RS, you don't have any ideas. That's the problem, it's all vague pseudo-religious clap trap.
Come up with some actual sensible explanations, or some policy ideas or something.
RS, there are plenty of commenters here who don't agree with me on stuff, that's fine, they are Homeys or Alarmists or Neo-lib's or whatever. At least it's clear what we are discussing, even if we will never agree. That's all part of the fun.
With you, it's never clear what you are actually trying to express, apart from being arrogant and rude.
MW are you the only one who's allowed to be arrogant and rude? See your last comment.
The problem is in your limited view of the world, I'm asking the wrong question.
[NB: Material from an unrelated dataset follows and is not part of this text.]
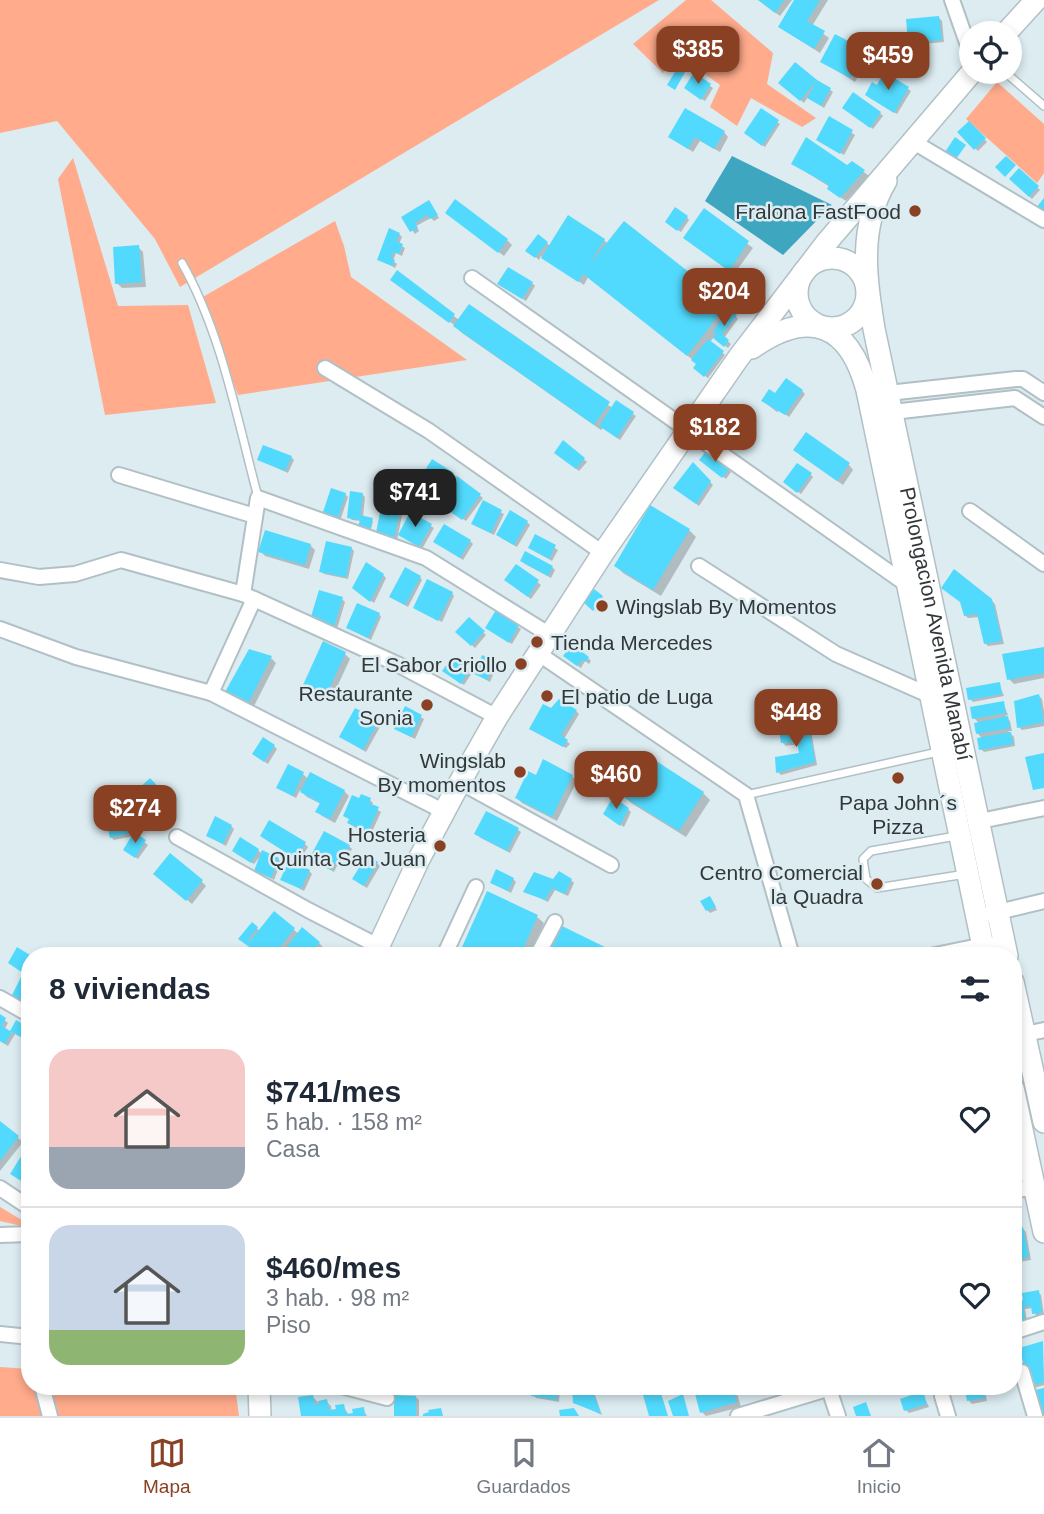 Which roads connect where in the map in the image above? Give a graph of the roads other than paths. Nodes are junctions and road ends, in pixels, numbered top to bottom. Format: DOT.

So it seems non sequitur to you.
And this is because you're limiting your thought to what you already think is truth.
I remember at the pub once you fiercely declared "but I have the truth!".
That was a red pill moment for you. Others present noticed too.
I'm not saying I'm immune to this limited world view. I am saying I recognise that I suffer from it too.
The difference is I know, that I don't know.
Whereas, you don't know, that you don't know yet, largely because your thought is directed by an ideology,religion, politics etc.
Capiche?
RS, what's your view on whether the most likely explanation for the rotation speeds of stars in a galaxy is Dark Matter, MOND, relativity, primordial black holes or what Stacy McGaugh/Eric Verlinde say, or indeed something else?
That's what we are discussing here. There is no absolute 'truth' to science in your quasi-religious sense, it's a question of what seems most likely, given our limited knowledge. In a few decades or a few hundred years, they'll come up with something better, so what?